Google recently wrote a paper focusing on how to use near-field speech data to simulate far-field speech data. In a real environment, there is a lot of background noise, multipath reflection and reverberation, which decreases the quality of pickup signal. Generally, the accuracy of far-field speech recognition is much less as compared to near-field speech recognition. Therefore, large amount of far-field speech is required for model training and improvement in accuracy of recognition. Microphone array is often used to collect speech for far-field speech recognition. However, due to the equipment and environment, the cost of recording real far-field data is higher than that of near-field data, and it is difficult to collect large amount of real far-field data. The researchers used near-field data to simulate far-field data for the purpose of model training. With a better approach, the simulated far-field data is "nearer" to the real far-field data, which is helpful in model training. The formula and simulated scenario used for data simulation are shown in the diagram below.

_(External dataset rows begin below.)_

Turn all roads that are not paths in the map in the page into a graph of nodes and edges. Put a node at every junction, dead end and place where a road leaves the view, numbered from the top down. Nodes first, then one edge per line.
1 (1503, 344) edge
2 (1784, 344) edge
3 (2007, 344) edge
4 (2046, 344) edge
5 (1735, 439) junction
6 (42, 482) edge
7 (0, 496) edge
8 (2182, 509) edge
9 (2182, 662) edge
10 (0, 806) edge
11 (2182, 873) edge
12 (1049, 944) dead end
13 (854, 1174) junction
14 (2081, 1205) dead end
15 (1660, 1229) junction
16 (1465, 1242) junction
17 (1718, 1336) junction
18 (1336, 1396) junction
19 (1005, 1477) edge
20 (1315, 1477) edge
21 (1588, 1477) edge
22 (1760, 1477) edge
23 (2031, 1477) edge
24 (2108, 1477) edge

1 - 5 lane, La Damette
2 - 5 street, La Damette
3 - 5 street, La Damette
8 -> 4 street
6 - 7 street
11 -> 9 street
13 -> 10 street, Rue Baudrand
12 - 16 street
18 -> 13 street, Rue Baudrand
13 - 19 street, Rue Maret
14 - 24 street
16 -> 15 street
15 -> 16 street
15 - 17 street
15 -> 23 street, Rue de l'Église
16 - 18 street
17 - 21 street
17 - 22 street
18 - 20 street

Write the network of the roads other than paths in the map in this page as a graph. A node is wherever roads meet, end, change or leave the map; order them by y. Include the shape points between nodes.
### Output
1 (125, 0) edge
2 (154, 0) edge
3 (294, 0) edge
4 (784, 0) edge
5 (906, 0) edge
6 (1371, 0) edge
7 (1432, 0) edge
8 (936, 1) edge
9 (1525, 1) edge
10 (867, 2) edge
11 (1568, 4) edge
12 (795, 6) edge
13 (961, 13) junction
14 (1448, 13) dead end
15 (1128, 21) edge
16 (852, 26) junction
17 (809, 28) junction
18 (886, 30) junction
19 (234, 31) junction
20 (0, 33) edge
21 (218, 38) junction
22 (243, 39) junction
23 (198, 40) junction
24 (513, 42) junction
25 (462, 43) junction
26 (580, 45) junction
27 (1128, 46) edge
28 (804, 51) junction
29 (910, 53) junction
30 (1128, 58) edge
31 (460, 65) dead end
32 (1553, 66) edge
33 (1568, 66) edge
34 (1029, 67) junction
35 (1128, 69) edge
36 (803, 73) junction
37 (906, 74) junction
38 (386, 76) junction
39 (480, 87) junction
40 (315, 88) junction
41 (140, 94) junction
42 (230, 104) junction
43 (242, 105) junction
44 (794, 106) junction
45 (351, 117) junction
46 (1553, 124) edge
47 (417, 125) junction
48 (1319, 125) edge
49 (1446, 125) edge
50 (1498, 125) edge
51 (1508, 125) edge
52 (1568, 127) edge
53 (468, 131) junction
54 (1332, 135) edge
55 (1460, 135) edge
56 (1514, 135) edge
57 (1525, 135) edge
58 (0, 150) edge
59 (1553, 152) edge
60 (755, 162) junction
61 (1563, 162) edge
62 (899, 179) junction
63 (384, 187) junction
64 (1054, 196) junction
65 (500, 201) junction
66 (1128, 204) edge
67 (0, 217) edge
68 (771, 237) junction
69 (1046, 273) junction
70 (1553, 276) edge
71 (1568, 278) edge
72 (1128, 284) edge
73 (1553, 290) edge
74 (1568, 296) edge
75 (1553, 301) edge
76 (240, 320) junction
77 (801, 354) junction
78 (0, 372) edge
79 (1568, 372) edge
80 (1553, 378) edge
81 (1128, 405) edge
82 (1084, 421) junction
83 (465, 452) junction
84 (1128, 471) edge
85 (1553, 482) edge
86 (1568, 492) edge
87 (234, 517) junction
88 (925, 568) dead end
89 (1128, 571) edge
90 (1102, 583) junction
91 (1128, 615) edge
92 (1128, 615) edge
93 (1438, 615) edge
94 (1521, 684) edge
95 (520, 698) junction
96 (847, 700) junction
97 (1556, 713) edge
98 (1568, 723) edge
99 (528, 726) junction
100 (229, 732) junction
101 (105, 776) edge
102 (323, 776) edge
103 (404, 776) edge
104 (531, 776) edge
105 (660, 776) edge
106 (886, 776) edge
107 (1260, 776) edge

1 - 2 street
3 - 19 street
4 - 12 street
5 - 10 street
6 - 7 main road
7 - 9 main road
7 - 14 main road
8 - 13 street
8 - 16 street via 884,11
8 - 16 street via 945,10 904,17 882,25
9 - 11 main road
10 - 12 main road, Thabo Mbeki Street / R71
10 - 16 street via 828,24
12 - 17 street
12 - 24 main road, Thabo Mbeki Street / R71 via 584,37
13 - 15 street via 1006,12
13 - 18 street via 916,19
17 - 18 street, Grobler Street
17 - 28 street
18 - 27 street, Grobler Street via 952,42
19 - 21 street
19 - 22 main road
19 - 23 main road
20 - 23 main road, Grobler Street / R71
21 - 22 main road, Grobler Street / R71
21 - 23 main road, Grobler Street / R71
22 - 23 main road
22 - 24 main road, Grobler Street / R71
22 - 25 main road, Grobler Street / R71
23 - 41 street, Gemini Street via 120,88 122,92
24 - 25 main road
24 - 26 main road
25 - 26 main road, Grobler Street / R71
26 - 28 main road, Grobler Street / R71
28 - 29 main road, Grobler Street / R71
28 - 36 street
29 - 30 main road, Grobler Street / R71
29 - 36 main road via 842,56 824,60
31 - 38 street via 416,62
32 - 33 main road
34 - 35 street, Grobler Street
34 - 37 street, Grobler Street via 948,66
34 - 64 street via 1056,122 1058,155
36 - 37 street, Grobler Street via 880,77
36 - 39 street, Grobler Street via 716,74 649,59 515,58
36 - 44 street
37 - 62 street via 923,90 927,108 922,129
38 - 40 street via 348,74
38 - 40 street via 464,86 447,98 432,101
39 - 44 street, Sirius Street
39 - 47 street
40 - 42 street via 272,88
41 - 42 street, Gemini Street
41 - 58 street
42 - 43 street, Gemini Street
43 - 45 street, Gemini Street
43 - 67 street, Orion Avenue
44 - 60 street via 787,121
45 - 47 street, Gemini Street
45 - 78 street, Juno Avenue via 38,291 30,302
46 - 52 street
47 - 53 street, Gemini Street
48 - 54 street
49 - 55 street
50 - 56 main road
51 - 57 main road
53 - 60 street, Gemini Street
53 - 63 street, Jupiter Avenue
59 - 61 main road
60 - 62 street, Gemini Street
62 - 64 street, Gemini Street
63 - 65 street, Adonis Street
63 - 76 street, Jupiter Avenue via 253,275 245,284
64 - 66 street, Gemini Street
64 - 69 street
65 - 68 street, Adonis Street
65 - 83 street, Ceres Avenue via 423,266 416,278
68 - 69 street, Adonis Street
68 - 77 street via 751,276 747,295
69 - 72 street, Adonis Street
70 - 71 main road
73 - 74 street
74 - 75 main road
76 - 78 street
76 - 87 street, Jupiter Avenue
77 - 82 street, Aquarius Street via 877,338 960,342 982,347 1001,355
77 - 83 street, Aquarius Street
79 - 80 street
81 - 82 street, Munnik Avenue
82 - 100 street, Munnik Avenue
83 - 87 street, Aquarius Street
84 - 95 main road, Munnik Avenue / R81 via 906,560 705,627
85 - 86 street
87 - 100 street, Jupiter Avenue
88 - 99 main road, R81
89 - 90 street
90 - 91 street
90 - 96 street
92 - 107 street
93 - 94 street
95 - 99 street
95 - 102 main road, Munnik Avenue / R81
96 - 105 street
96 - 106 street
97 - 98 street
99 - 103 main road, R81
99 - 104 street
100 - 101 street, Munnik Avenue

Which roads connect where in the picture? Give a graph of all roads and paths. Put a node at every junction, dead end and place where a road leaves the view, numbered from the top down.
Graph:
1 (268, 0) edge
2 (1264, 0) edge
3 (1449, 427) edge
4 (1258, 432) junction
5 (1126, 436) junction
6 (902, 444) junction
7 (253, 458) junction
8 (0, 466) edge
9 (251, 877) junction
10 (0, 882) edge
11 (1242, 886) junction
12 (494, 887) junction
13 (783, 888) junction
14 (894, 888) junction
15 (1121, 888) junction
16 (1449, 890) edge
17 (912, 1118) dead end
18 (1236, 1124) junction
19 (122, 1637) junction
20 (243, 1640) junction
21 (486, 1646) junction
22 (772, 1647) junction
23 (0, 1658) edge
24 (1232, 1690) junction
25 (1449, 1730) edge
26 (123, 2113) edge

The impulse response in the room can be generated through image method. The number of noise points was randomly selected between 0-3. The noise-signal ratio of simulated far-field data was 0-30dB. The distance between the target speaker andmicrophone array was 1-10m.

The fCLP-LDNN model was used for acoustic modelling. The model structure and final results are shown in the diagram below. When there was noise and interference, the robustness of the acoustic model generated from simulated far-field data training was much better than that of the model generated from near-field "clean" data training, and the word error rate decreased by 40%. The data training method in the paper was used in the model training of Google Home products.

3. Conclusion and Technical Outlook

As the concept of smart loudspeaker and home appliances gains popularity, the far-field speech recognition gains more importance as it become more useful. In the near future, we believe the focus of research on far-field speech recognition technology would be on the following aspects: 1. better front-end processing method, e.g., front-end processing matching deep neural networks; 2. better back-end modelling method; 3. Combined front and back-end model training; 4. far-field data simulation method, which is essential for initial model iteration of products; 5. faster model adaption based on noisy environment, scenario, and SNR, etc.

We expect that the far-field speech recognition technology will become more sophisticated and easier to use with joint efforts of the academic and industrial communities.